The answer must be every line from the listing that holds the string "Мадаева".
☆ ☆ ☆ ☆
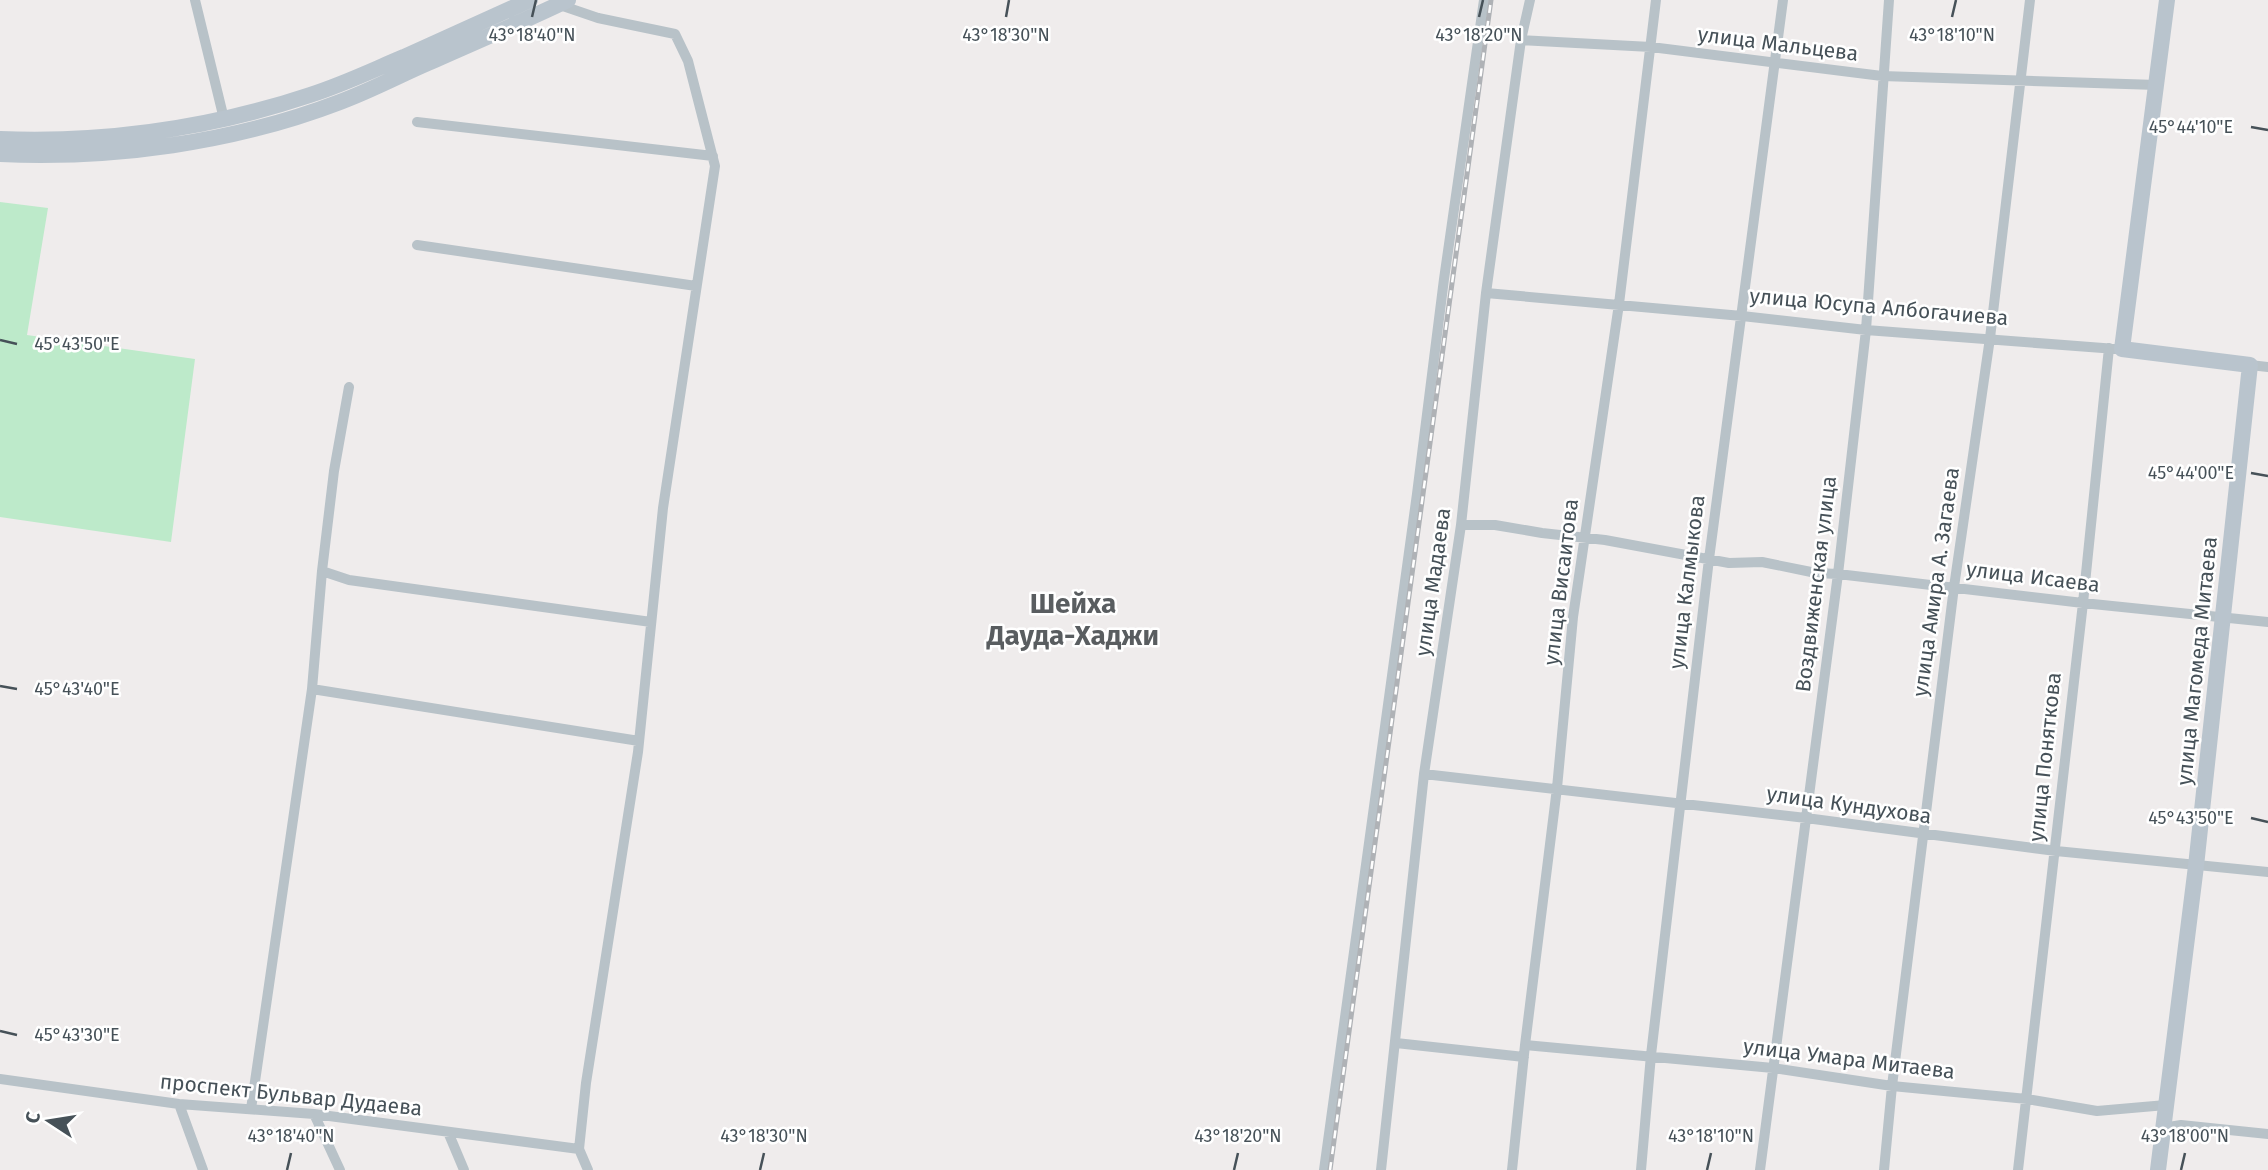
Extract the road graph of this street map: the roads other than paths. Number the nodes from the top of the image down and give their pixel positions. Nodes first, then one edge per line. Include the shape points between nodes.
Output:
1 (195, 0) edge
2 (530, 0) edge
3 (1484, 0) edge
4 (1530, 0) edge
5 (1656, 0) edge
6 (1783, 0) edge
7 (1889, 0) edge
8 (2030, 0) edge
9 (2166, 0) edge
10 (560, 2) edge
11 (1521, 40) junction
12 (1651, 47) junction
13 (1775, 63) junction
14 (1882, 76) junction
15 (2022, 80) junction
16 (2157, 85) junction
17 (224, 119) junction
18 (417, 122) dead end
19 (0, 139) edge
20 (0, 154) edge
21 (713, 156) junction
22 (417, 245) dead end
23 (696, 286) junction
24 (1486, 292) junction
25 (1619, 304) junction
26 (1742, 316) junction
27 (1866, 330) junction
28 (1990, 338) junction
29 (2116, 349) junction
30 (2250, 365) junction
31 (2268, 367) edge
32 (349, 387) dead end
33 (1461, 525) junction
34 (1585, 539) junction
35 (1709, 559) junction
36 (322, 571) junction
37 (1838, 574) junction
38 (1954, 587) junction
39 (2084, 603) junction
40 (2223, 617) junction
41 (651, 622) junction
42 (2268, 622) edge
43 (312, 689) junction
44 (639, 741) junction
45 (1424, 774) junction
46 (1558, 788) junction
47 (1680, 803) junction
48 (1806, 818) junction
49 (1923, 834) junction
50 (2056, 851) junction
51 (2196, 866) junction
52 (2268, 872) edge
53 (1396, 1043) junction
54 (1525, 1045) junction
55 (1651, 1055) junction
56 (1524, 1057) junction
57 (1773, 1068) junction
58 (0, 1079) edge
59 (1892, 1086) junction
60 (2027, 1099) junction
61 (179, 1104) junction
62 (2166, 1105) junction
63 (251, 1109) junction
64 (314, 1114) junction
65 (2163, 1128) junction
66 (448, 1132) junction
67 (2268, 1134) edge
68 (579, 1149) junction
69 (203, 1170) edge
70 (340, 1170) edge
71 (464, 1170) edge
72 (588, 1170) edge
73 (1324, 1170) edge
74 (1381, 1170) edge
75 (1513, 1170) edge
76 (1641, 1170) edge
77 (1760, 1170) edge
78 (1884, 1170) edge
79 (2018, 1170) edge
80 (2158, 1170) edge

1 - 17 street
2 - 17 street via 349,81
3 - 73 street
4 - 11 street, улица Мадаева
5 - 12 street, улица Висаитова
6 - 13 street, улица Калмыкова
7 - 14 street, Воздвиженская улица
8 - 15 street, улица Амира А. Загаева
9 - 16 street, улица Поняткова
10 - 20 street via 341,102 247,131 130,150
10 - 21 street via 598,18 675,34 688,61
11 - 12 street, улица Мальцева
11 - 24 street, улица Мадаева
12 - 13 street, улица Мальцева
12 - 25 street, улица Висаитова
13 - 14 street, улица Мальцева
13 - 26 street, улица Калмыкова
14 - 15 street, улица Мальцева
14 - 27 street, Воздвиженская улица
15 - 16 street, улица Мальцева
15 - 28 street, улица Амира А. Загаева
16 - 29 street, улица Поняткова
17 - 19 street via 119,135
18 - 21 street
21 - 23 street
22 - 23 street
23 - 41 street
24 - 25 street, улица Юсупа Албогачиева
24 - 33 street, улица Мадаева
25 - 26 street, улица Юсупа Албогачиева
25 - 34 street, улица Висаитова
26 - 27 street, улица Юсупа Албогачиева
26 - 35 street, улица Калмыкова
27 - 28 street, улица Юсупа Албогачиева
27 - 37 street, Воздвиженская улица
28 - 29 street, улица Юсупа Албогачиева
28 - 38 street, улица Амира А. Загаева
29 - 30 street, улица Юсупа Албогачиева
29 - 39 street, улица Поняткова
30 - 31 street, улица Юсупа Албогачиева
30 - 40 street, улица Магомеда Митаева
32 - 36 street
33 - 34 street, улица Исаева via 1495,525
33 - 45 street, улица Мадаева
34 - 35 street, улица Исаева
34 - 46 street, улица Висаитова via 1573,617
35 - 37 street, улица Исаева
35 - 47 street, улица Калмыкова
36 - 41 street via 349,580
36 - 43 street
37 - 38 street, улица Исаева
37 - 48 street, Воздвиженская улица
38 - 39 street, улица Исаева
38 - 49 street, улица Амира А. Загаева
39 - 40 street, улица Исаева
39 - 50 street, улица Поняткова
40 - 42 street, улица Исаева
40 - 51 street, улица Магомеда Митаева
41 - 44 street
43 - 44 street
43 - 63 street
44 - 68 street
45 - 46 street, улица Кундухова
45 - 53 street, улица Мадаева
46 - 47 street, улица Кундухова
46 - 54 street, улица Висаитова
47 - 48 street, улица Кундухова
47 - 55 street, улица Калмыкова
48 - 49 street, улица Кундухова
48 - 57 street, Воздвиженская улица
49 - 50 street, улица Кундухова
49 - 59 street, улица Амира А. Загаева
50 - 51 street, улица Кундухова
50 - 60 street, улица Поняткова
51 - 52 street, улица Кундухова
51 - 62 street, улица Магомеда Митаева
53 - 56 street
53 - 74 street, улица Мадаева
54 - 55 street, улица Умара Митаева
54 - 56 street, улица Висаитова
55 - 57 street, улица Умара Митаева
55 - 76 street, улица Калмыкова
56 - 75 street, улица Висаитова
57 - 59 street, улица Умара Митаева
57 - 77 street, Воздвиженская улица
58 - 61 street, проспект Бульвар Дудаева
59 - 60 street, улица Умара Митаева
59 - 78 street, улица Амира А. Загаева
60 - 62 street, улица Умара Митаева via 2097,1111
60 - 79 street, улица Поняткова
61 - 63 street, проспект Бульвар Дудаева
61 - 69 street
62 - 65 street, улица Магомеда Митаева
63 - 64 street, проспект Бульвар Дудаева
64 - 66 street, проспект Бульвар Дудаева
64 - 70 street
65 - 67 street via 2181,1125
65 - 80 street, улица Магомеда Митаева
66 - 68 street, проспект Бульвар Дудаева
66 - 71 street
68 - 72 street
☆ ☆ ☆ ☆
**Result of the exercise:**
4 - 11 street, улица Мадаева
11 - 24 street, улица Мадаева
24 - 33 street, улица Мадаева
33 - 45 street, улица Мадаева
45 - 53 street, улица Мадаева
53 - 74 street, улица Мадаева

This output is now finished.